Dataset extract below:

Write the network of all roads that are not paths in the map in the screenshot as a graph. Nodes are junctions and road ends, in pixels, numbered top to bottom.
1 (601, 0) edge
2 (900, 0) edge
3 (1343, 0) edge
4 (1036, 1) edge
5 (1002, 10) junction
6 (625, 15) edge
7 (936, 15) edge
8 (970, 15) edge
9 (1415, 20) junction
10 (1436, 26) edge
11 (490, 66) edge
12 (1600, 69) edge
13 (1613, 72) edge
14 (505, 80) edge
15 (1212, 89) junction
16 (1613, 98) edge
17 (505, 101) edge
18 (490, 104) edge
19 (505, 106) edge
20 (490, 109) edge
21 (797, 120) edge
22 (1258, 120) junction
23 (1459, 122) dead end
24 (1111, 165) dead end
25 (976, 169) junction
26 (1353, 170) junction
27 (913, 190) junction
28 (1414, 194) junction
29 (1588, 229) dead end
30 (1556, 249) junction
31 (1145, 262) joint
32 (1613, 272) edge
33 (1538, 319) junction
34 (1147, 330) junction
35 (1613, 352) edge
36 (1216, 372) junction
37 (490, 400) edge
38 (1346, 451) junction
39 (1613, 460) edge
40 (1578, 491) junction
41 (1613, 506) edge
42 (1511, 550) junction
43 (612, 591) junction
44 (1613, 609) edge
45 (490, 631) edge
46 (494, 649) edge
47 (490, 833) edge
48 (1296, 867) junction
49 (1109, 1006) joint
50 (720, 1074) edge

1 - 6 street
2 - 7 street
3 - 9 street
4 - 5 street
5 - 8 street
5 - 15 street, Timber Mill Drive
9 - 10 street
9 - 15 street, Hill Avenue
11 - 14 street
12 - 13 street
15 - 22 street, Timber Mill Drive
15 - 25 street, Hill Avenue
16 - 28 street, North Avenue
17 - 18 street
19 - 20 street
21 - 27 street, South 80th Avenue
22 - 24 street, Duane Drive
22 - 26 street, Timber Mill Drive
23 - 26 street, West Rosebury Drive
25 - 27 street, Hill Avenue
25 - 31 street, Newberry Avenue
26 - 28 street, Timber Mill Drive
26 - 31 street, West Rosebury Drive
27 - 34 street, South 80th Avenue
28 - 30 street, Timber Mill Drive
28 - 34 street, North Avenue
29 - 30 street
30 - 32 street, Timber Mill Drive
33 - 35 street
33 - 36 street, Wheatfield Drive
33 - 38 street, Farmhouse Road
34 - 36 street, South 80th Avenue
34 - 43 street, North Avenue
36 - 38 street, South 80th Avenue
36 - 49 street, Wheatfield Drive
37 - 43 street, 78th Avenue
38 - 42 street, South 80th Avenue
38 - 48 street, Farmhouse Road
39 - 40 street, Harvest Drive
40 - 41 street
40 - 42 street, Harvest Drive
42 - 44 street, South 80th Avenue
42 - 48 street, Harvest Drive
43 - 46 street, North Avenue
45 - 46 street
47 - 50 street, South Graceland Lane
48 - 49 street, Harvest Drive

End of Dataset extract.

- _Activity_:
From the records above, return each line that has the string "Harvest".

- _Result_:
39 - 40 street, Harvest Drive
40 - 42 street, Harvest Drive
42 - 48 street, Harvest Drive
48 - 49 street, Harvest Drive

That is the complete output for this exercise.